Most economic projections expect a dismal first half of the year for the U.S. economy with job losses mounting, a contracting industrial sector and weak consumer spending. The positive influence of an accommodative monetary policy combined with an expected fiscal stimulus package to be implemented sometime in February will likely impact the economy in the second half of the year. So the housing sector faces a serious challenge during the first half of this year.

Have We Hit Bottom?

The trillion dollar question is, has the housing sector already hit bottom for home sales or can it go lower due to the economic downturn? Over a year ago it was a contracting housing sector that led to an economic downturn; now the roles are reversed. A slumping economy is, in turn, keeping households from buying homes. Many households just do not have the financial wherewithal to purchase big ticket items like homes and automobiles. Household wealth is down considerably and millions of people are losing their jobs. There were two million job losses last year and an equal amount of losses are expected this year. Confidence has plummeted to all-time lows and businesses are cutting prices and production.

Existing home sales are now at a cyclical low registering 4.49 million annualized sales in December. Similarly, new home sales hit a cyclical low of 410,000 annualized sales in December. If the economy continues to contract and continues to shed jobs at the current pace, it is likely that home sales have not yet hit bottom. In a previous commentary, we estimated that it is possible – in today’s tighter credit underwriting environment which has essentially eliminated the Alt A and subprime mortgage products – for existing home sales to bottom out at about 4.21 million homes annualized. That was an academic exercise but given the state of the economy, may not be too far off from the current 4.49 million levels.

Housing is Poised to Recover

If there is any good news in all of this it is that the housing sector is poised to recover when the economy turns the corner. According to the National Association of Realtors’ affordability index, affordability is at the highest level since 1973. Home values have dropped by over 20 percent as measured by the Case Shiller 20 city home price index and mortgage rates are at historical lows. Over the past several months it has been clear that there is some pent-up demand for purchasing homes because of improved affordability conditions. Mortgage applications to purchase homes have increased in response to lower mortgage rates, only for a meaningful number of households to be denied a mortgage loan because of tighter underwriting standards. The fallout rate on mortgage applications is currently at cyclical highs.

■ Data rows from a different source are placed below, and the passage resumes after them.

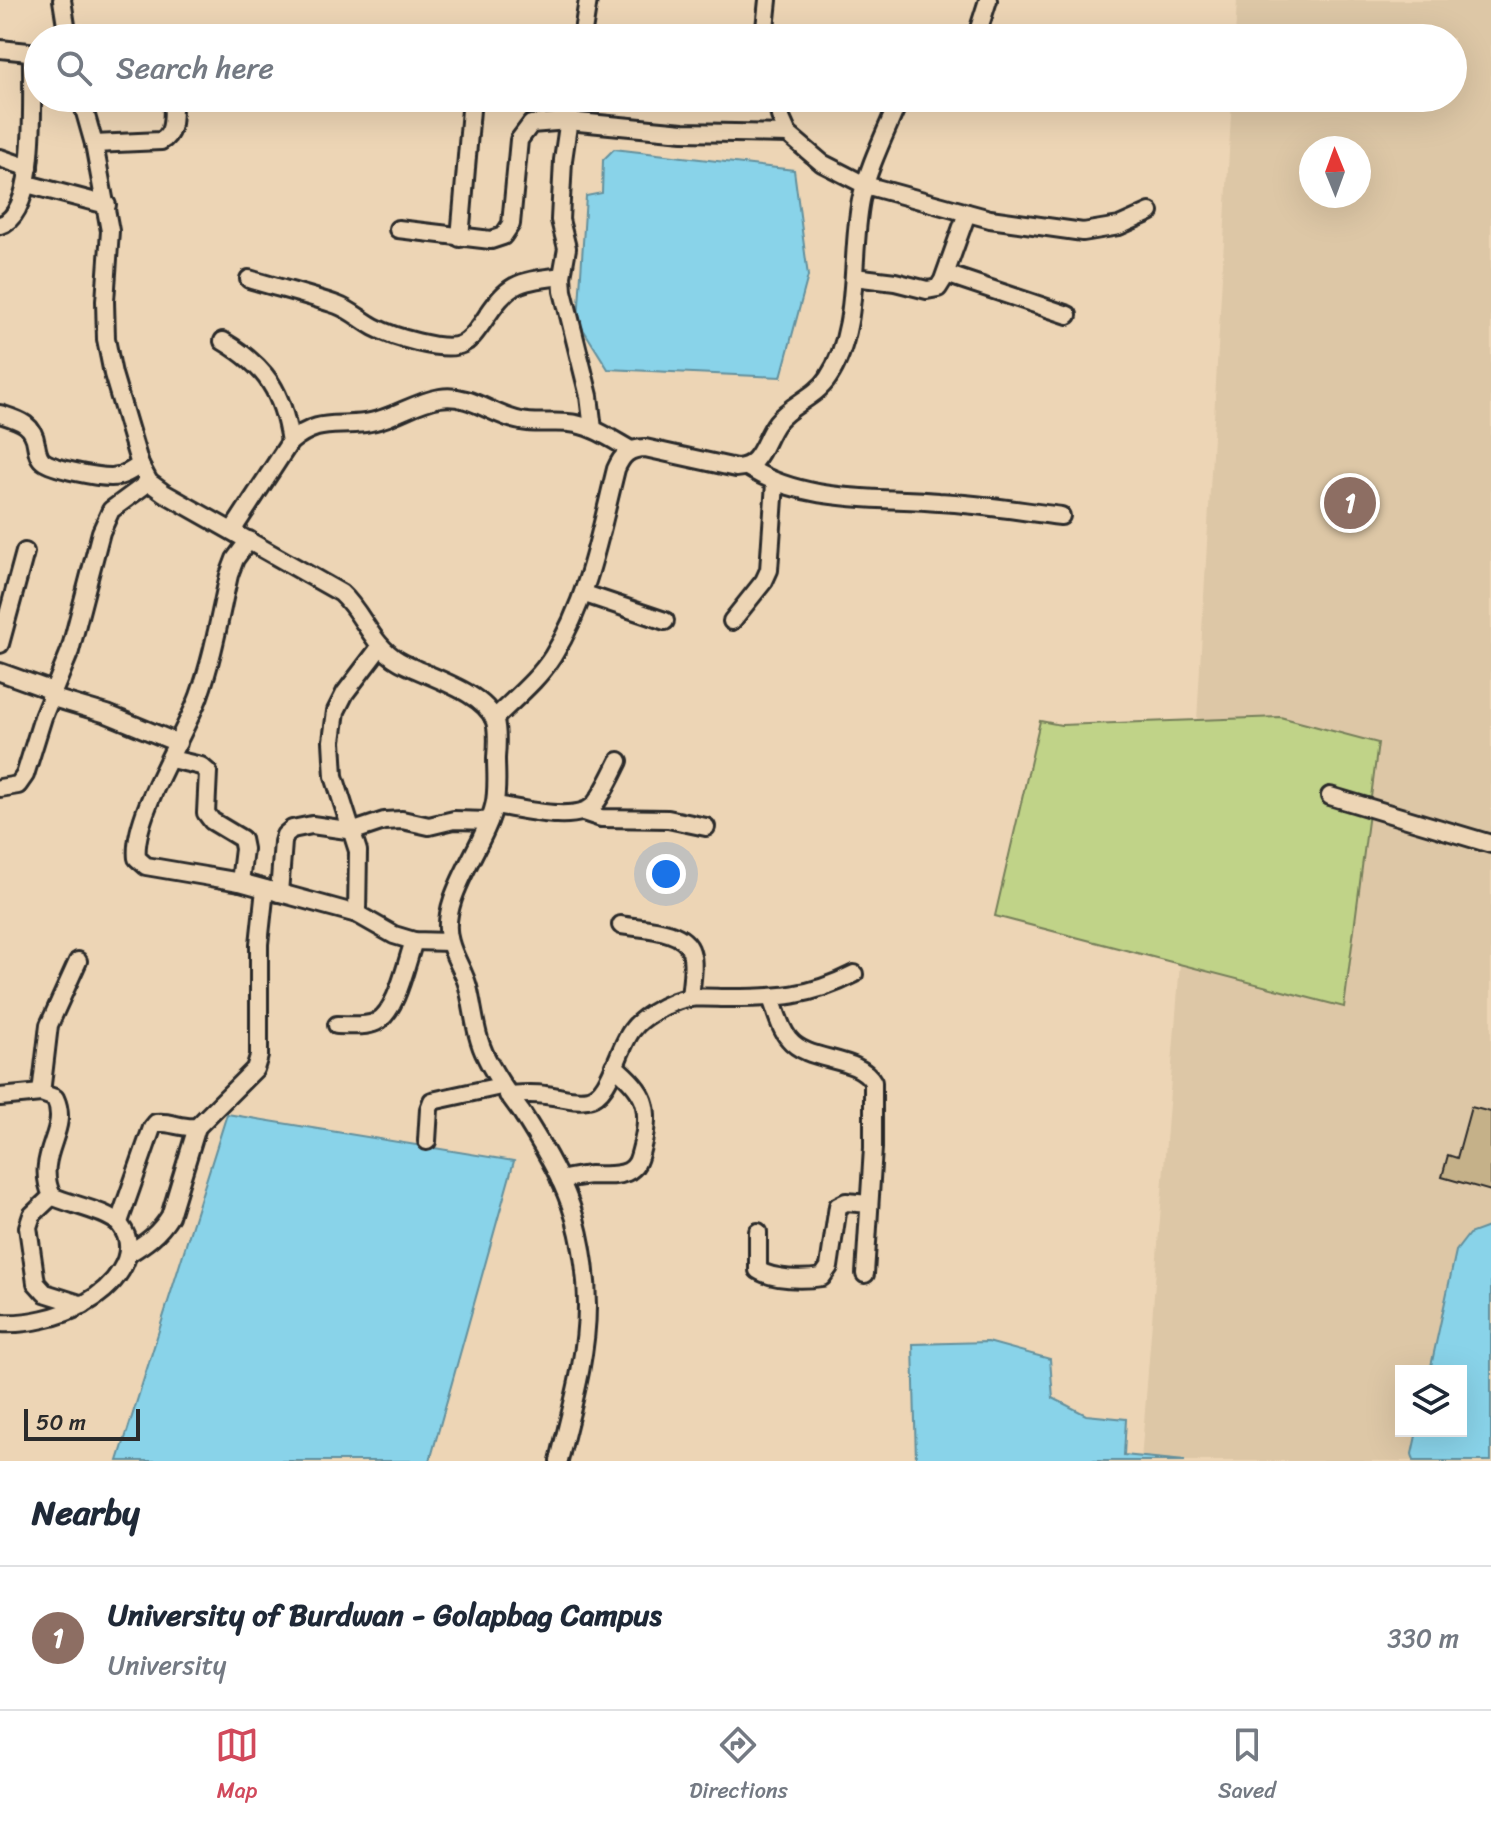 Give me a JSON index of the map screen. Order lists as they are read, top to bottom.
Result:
{
  "scale_bar": "50 m",
  "north": "top",
  "page": {
    "search": "Search here",
    "pins": "1",
    "scale": "50 m",
    "heading": "Nearby",
    "list": [
      {
        "mark": "1",
        "name": "University of Burdwan - Golapbag Campus",
        "note": "University",
        "value": "330 m"
      }
    ],
    "nav": ["Map", "Directions", "Saved"]
  }
} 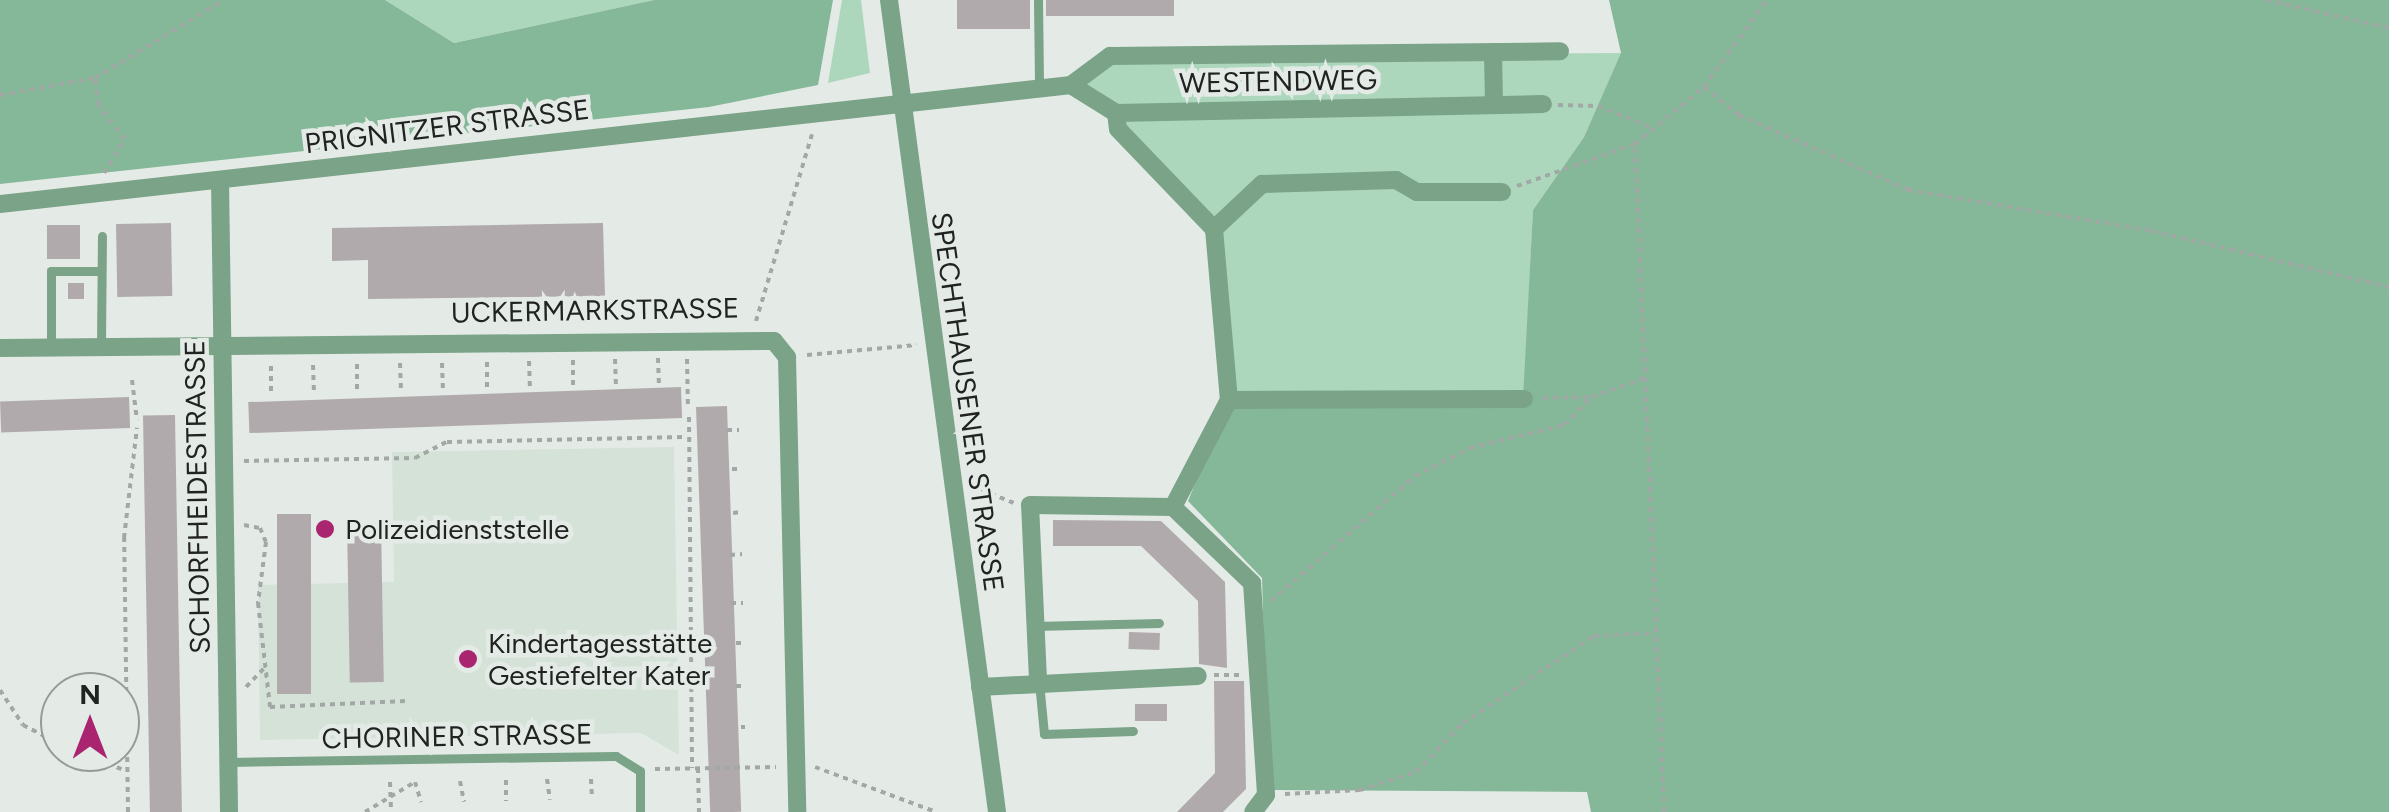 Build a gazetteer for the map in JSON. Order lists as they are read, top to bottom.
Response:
{
  "streets": {
    "street": [
      "WESTENDWEG",
      "PRIGNITZER STRASSE",
      "UCKERMARKSTRASSE",
      "SPECHTHAUSENER STRASSE",
      "SCHORFHEIDESTRASSE"
    ],
    "lane": ["CHORINER STRASSE"]
  },
  "crossings": [
    ["PRIGNITZER STRASSE", "SPECHTHAUSENER STRASSE"],
    ["PRIGNITZER STRASSE", "SCHORFHEIDESTRASSE"],
    ["UCKERMARKSTRASSE", "SCHORFHEIDESTRASSE"],
    ["SCHORFHEIDESTRASSE", "CHORINER STRASSE"]
  ],
  "places": ["Polizeidienststelle", "Kindertagesstätte Gestiefelter Kater"],
  "north": "top"
}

Given the current projections for a sluggish economy, it is likely that both new and existing home sales will hover near their cyclical lows during the first half of this year. Demand for home buying will be constrained by job losses, decreased wealth and income, lack of confidence, and postponed purchases due to the anticipation of falling prices. The supply of homes is likely to hover at or near double-digit levels because of an increasing number of foreclosure properties adding to inventory.

Second Half Recovery?

On a positive note, sometime during the second half of this year, foreclosure numbers are likely to come down if government rescue programs prove effective, and the demand for home purchases is likely to increase if the recession shows signs of recovery, resulting in the beginnings of a long awaited housing recovery. Fingers and toes crossed.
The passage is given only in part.